Kettering City KETTERING —
Schools voters in November will face a 5.99-mill operating levy that would generate about $7.5 million a year in new money, according to district officials.
The Kettering Board of Education voted unanimously Tuesday evening to place the issue on the ballot.
District Treasurer Dan Schall estimated the proposed levy would cost the owner of a $100,000 home an additional $17.47 a month, or $209 per year.
Kettering voters approved operating levies in 2004, 2007, 2010 and 2013, and a facilities levy in 2016.
District officials put together a 10-year capital plan mailed to residents in 2016. It indicated several items that the school district needed to address, including kindergarten and preschool classroom space, plus major renovation of the Barnes building, high school auditorium and career tech areas. That was in addition to smaller investments in textbooks and technology, roofing and paving, and athletic facilities.
In March 2016, voters approved a permanent 3.4-mill facilities levy to address that capital plan, and projects have been ongoing ever since.
District officials had said in their mailing that if the 2016 levy was approved, it will “keep the Kettering City Schools off the ballot for new money until at least 2019.”

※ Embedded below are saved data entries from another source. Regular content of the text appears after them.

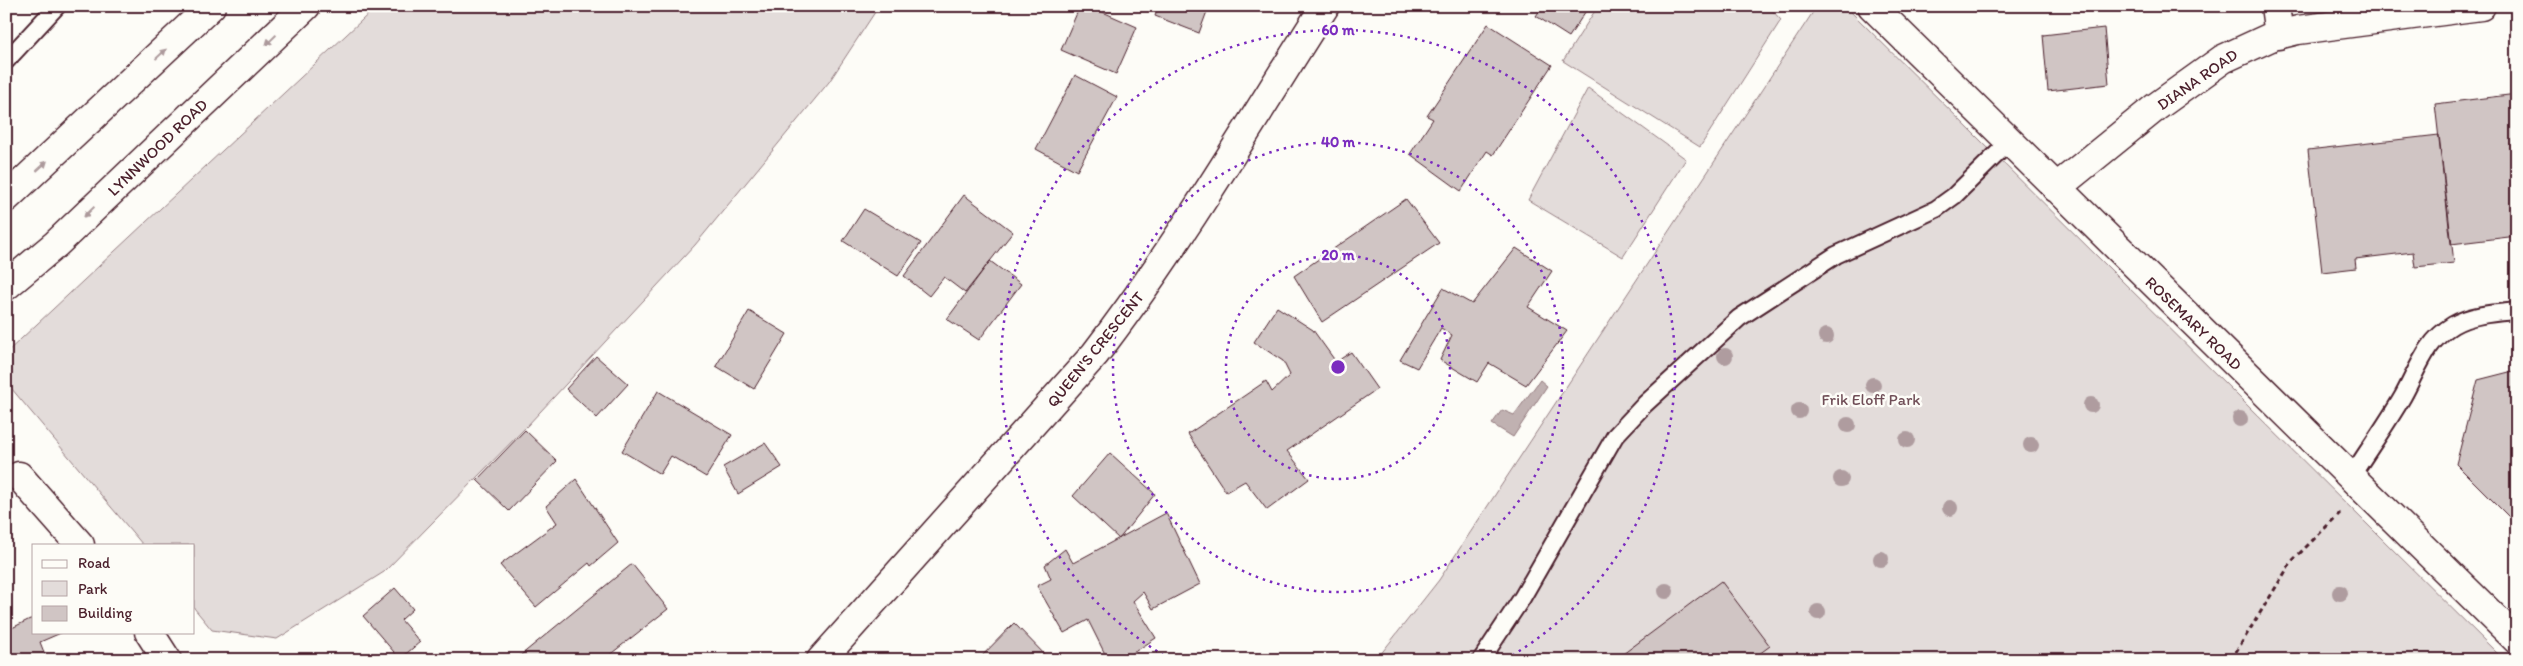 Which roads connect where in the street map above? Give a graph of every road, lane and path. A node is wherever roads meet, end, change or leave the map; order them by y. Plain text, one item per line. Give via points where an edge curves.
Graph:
1 (57, 6) edge
2 (211, 6) edge
3 (306, 6) edge
4 (1325, 6) edge
5 (1872, 6) edge
6 (2275, 6) edge
7 (2481, 6) edge
8 (2279, 35) junction
9 (6, 61) edge
10 (2009, 142) junction
11 (2056, 188) junction
12 (6, 198) edge
13 (6, 286) edge
14 (2517, 311) edge
15 (19, 476) dead end
16 (2357, 483) junction
17 (79, 544) edge
18 (150, 634) edge
19 (2517, 640) edge
20 (167, 660) edge
21 (821, 660) edge
22 (1481, 660) edge
23 (2231, 660) edge

1 - 9 lane
12 -> 2 street
3 -> 13 street, LYNNWOOD ROAD via 56,244
4 - 21 street, QUEEN'S CRESCENT via 1177,239 1095,354
5 - 10 street, ROSEMARY ROAD
6 - 8 street
7 - 8 street, DIANA ROAD via 2334,24
8 - 11 street, DIANA ROAD via 2223,58
10 - 11 street, ROSEMARY ROAD
10 - 22 lane via 1954,196 1936,209 1836,255 1739,318 1645,404 1615,436 1522,598
11 - 16 street, ROSEMARY ROAD
14 - 16 lane via 2474,316 2440,334 2428,347
15 - 17 street
16 - 19 street, ROSEMARY ROAD
16 - 23 path via 2292,561
18 - 20 street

Superintendent Scott Inskeep said district officials are coming out with the 5.99-mill levy earlier in order to request a lower millage level than they originally planned for 2019. Inskeep said the levy will help offset the loss of funding from the elimination of the tangible personal property income tax.
“Kettering was very dependent on tangible personal property income tax,” Inskeep said. “That has been phased out, which caused us to have an extremely large deficit that we had not really anticipated being fully implemented. Putting the levy on the Novem-
ber ballot gives us the opportunity to come back early, which allowed us to keep that request lower than we thought it would be in 2019.”
The last three new operating levies that Kettering schools voters approved were all either 4.9 or 4.89 mills. “We’ve come together with this particular decision because of really some factors that impacted us in the last few years,” Inskeep said. “One would be the increased costs that we’ve experienced with special education and meeting the needs of a very diverse group of students.”